There are a lot of outliers in this data. Especially with residual sugar and chlorides. We can’t remove the outliers for each observation because eventually this will make the dataset unusable as we accumulate nas. We do need to keep these outliers in mind every time we calculate means, modes, medians, linear models, show plots, etc. We will keep the dataset tidy for now.
Lets start with a visualization of correlations.
As you can see from the above plot, the correlated factors of interest, based on the quality column are: volatile acidity, citric acid, sulphates, and alcohol. I will also sort the correlations. This will ensure that I am not going to miss anything (e.g. multi collinearity) as far as correlations go.
There are two main issues. The first is multi collinearity. The second one is correlation. If a variable exhibits significant collinearity with another variable, we will then determine if it is correlated to quality. If it is not, it will be removed from the linear model which is one of the last sections in this project.
Let’s plot the factors that have the strongest collinearity. Those are (fx.acidity and citric.acid of .67), (v.acidity and citric.acid of .55), (TSD and FSD of .67), (alcohol and density of .5), and (citric.acid and pH of .54)
As expected very strong correlations between the factor pairs. This is of most interest when deciding on what factors to include in a model (e.g. linear).

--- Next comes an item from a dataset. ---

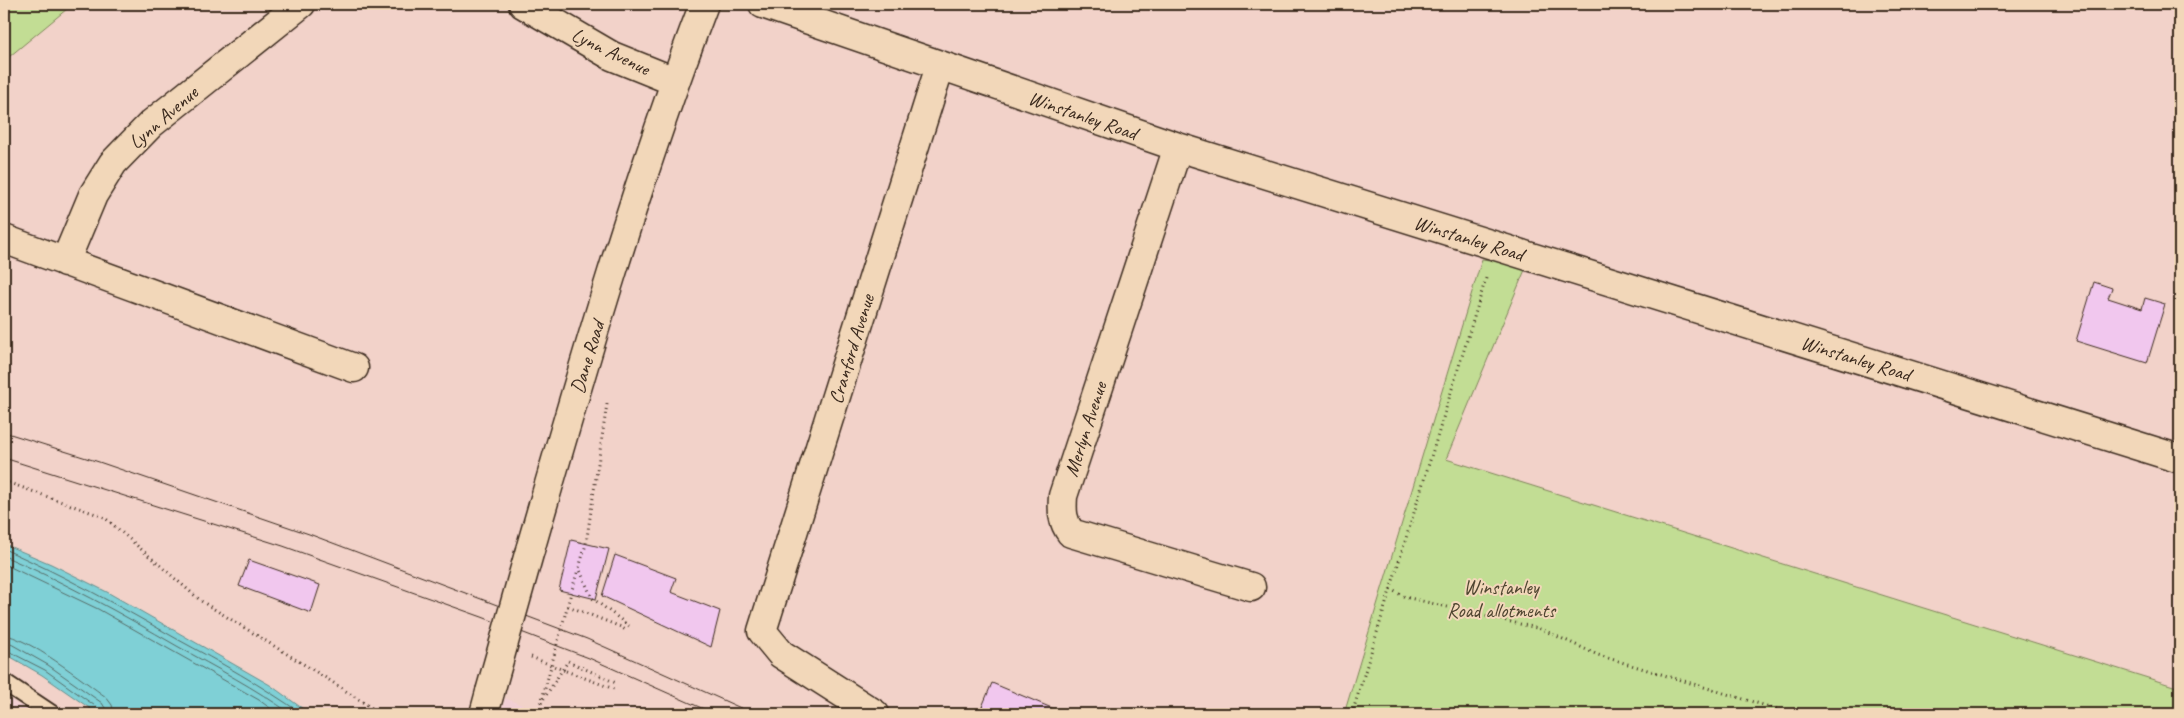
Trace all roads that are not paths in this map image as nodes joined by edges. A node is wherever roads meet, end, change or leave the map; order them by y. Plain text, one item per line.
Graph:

We discussed in the previous section which factors we would keep in the linear model. The only one that is up for debate is the citric acid vs volatile acidity pair. As indicated above, we are going to keep both, and see what the linear model does with one or both of them.
Factors correlated with quality
The top 4 factors most strongly correlated with quality were alcohol (.48), volatile acidity (-.39), sulphates (.25), and citric acid (.23). As we will see later, by subsetting the dataset to remove outliers, we were able to increase the correlation for sulphates considerably. Normally we only consider factors that are above .3. However, wine is subtle and sulphates (for long term wine quality protection) and citric acid are commonly sited as being critical to wine quality.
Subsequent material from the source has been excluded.